DASL — Data-Addressed Structures & Links
What is this?
DASL ("dazzle") is a small set of simple, standard primitives for working with content-addressed, linked data. It builds on content addressing, a proven approach used in Git and IPFS to create reliable content identifiers (known as CIDs) through cryptographic hashing. Content addressing enables robust data integrity checks and efficient networking: systems can verify they received exactly what they asked for and avoid downloading the same content twice. The linked data part lets you link to stuff by its hash. You can build very big graphs with these primitives, such as the graph behind Bluesky.
We call DASL "data-addressed" because it supports a data serialization component that makes content-addressing sweet and easy when working with data. The design is inspired by subcomponents of the IPFS universe, but simplified to improve interoperability, decrease costs, and work well with the web. More specifically, our priorities are:
- pave the cowpaths: we focus on supporting what people trying to solve real-world problems actually use. This takes over any consideration of engineering ideals or theoretical purity. We're retconning the spec to what people actually use implement — as it should be.
- extensibility vs optionality: extensibility is important for long-lived distributed systems, because the world will happen and you will need to change. But introducing optionality reduces interoperability and increases cost of both implementation and adoption. So rather than require support for many options now, we have extension points now but deliberately don't use their full range.
- don't make me think: you don't want to be thinking about content addressing. You want to grab this off the shelf and have something that works out of the box. Nothing weird, no impedance mismatch with the systems you know and love (or maybe know and hate, but whatever, it just works).
- lightweight loading: some people like JavaScript, others don't. We don't care, we just want things that work. What's certain is that you can't ignore it and be relevant. The ability to ship small code to the browser is critical.
- Unix philosophy: all of our specs are tiny and meant to compose together in simple ways that can be implemented independently from one another.
This is intended to work for the community, to grow support for what we need. If you have thoughts, don't be shy and submit an issue! No stupid questions, don't assume everyone else has context that you don't. If this page isn't enough to understand DASL, then we're the ones who screwed up.
How
This section describes how to use DASL patterns. It's work in progress!
Implementations
DASL is a strict subset of IPFS CIDs and IPLD, so existing IPFS and IPLD implementations will just read DASL CIDs and dCBOR42 without so much as a hiccup. Some implementations also specifically target a DASL subset.

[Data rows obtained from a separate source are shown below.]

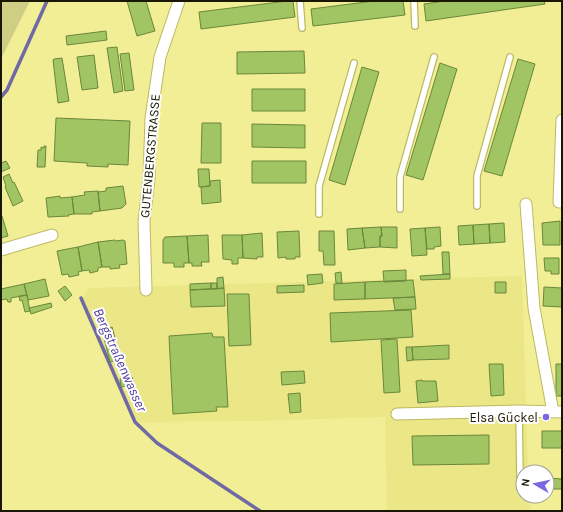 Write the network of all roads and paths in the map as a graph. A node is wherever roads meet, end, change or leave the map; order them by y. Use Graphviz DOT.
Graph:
graph roads {
  1 [pos="179,1"];
  2 [pos="300,1"];
  3 [pos="414,1"];
  4 [pos="415,26"];
  5 [pos="302,28"];
  6 [pos="434,57"];
  7 [pos="510,57"];
  8 [pos="354,63"];
  9 [pos="562,120"];
  10 [pos="562,137"];
  11 [pos="561,202"];
  12 [pos="526,204"];
  13 [pos="477,206"];
  14 [pos="400,209"];
  15 [pos="319,214"];
  16 [pos="52,235"];
  17 [pos="1,250"];
  18 [pos="146,290"];
  19 [pos="518,411"];
  20 [pos="557,412"];
  21 [pos="397,414"];
  22 [pos="520,464"];
  1 -- 18 [label="street, GUTENBERGSTRASSE"];
  2 -- 5 [label="lane"];
  3 -- 4 [label="lane"];
  6 -- 14 [label="lane"];
  7 -- 13 [label="lane"];
  8 -- 15 [label="lane"];
  9 -- 10 [label="street"];
  10 -- 11 [label="street"];
  12 -- 20 [label="street"];
  16 -- 17 [label="street"];
  19 -- 20 [label="street"];
  19 -- 21 [label="street"];
  19 -- 22 [label="lane"];
} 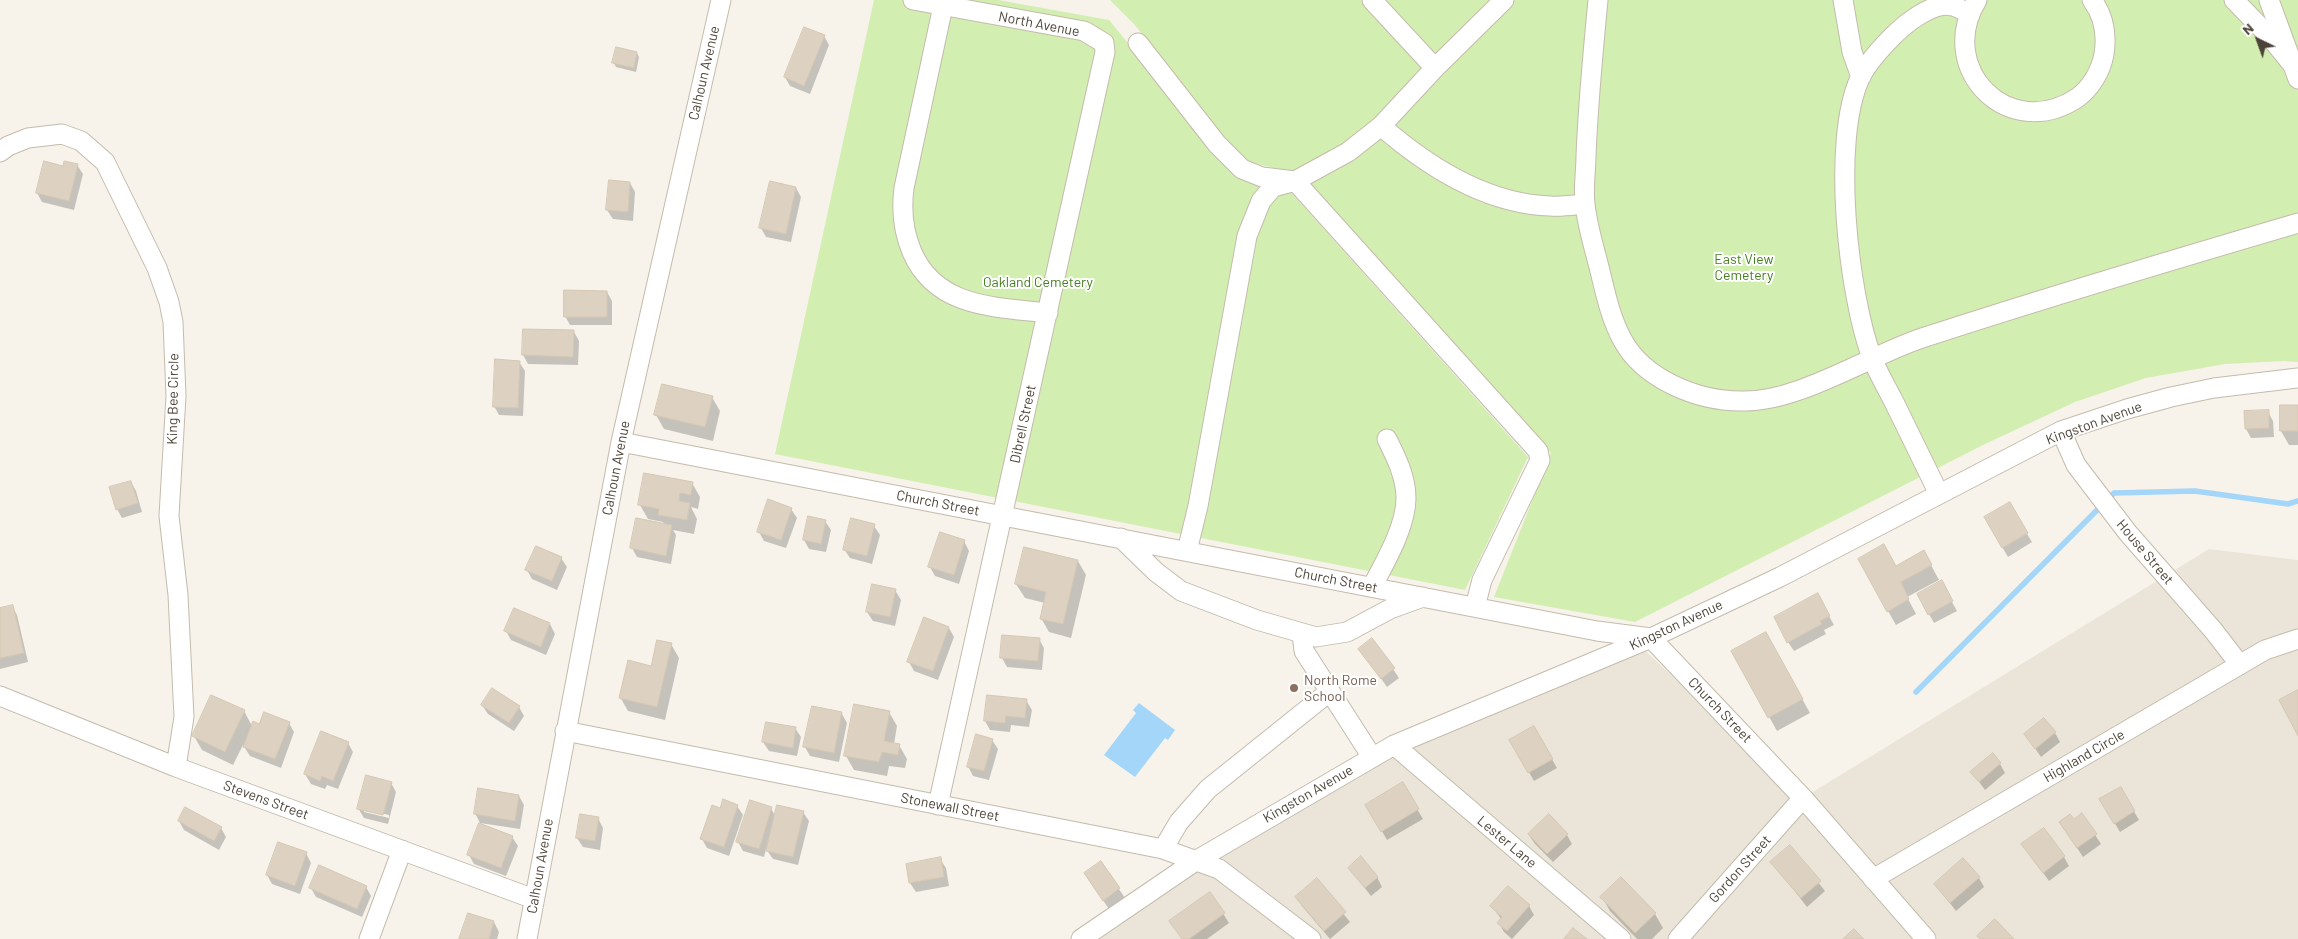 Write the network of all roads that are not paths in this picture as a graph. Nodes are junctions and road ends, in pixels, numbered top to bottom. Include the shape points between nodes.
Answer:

Here are some implementations that partially or fully support DASL:
- atcute (JS/TS): a collection of lightweight packages to make working with Bluesky and the ATmosphere easy.
- dag-cbrrr (Python): fast DAG-CBOR implementation.
- python-libipld (Python): a Python wrapper around Rust, focused on the ATmosphere.
- ipld-core (Rust): fast Rust implementation.
- rust_cid_npm (Rust): Fast and tiny rust library, CLI tool, and npm package to generate CIDs without a full IPFS client.
- go-cid (Go): implements the CID spec
- Kubo/Boxo (Go): the Swiss-Army chainsaw of all things IPFS.
- Helia (JS/TS): a browser- and CDN-friendly, modular, "import only what you need" JS implementation of IPFS.
Specifications
- Content Identifiers (CIDs)
- CIDs (Content IDs) are identifiers used for addressing resources by their contents, essentially a hash with limited metadata.
- Deterministically-serialized CBOR with Tag 42 (dCBOR42)
- dCBOR42 is a serialization format that is deterministic (so that the same data will have the same CID) and that features native support for using CIDs as links.
- RASL — Retrieval of Arbitrary Structures & Links Early Draft
- RASL is a URL scheme used to identify content-addressed DASL resources along with a simple HTTP-based retrieval method.
- Content-Addressable aRchives (CAR)
- The CAR format offers a serialized representation of set of content-addressed resources in one single concatenated stream, alongside a header that describes that content.
- Big DASL (BDASL)
- This extends DASL CIDs with a new hash type that works better for large files but isn't available by default in browsers, and therefore not an appropriate option in most situations.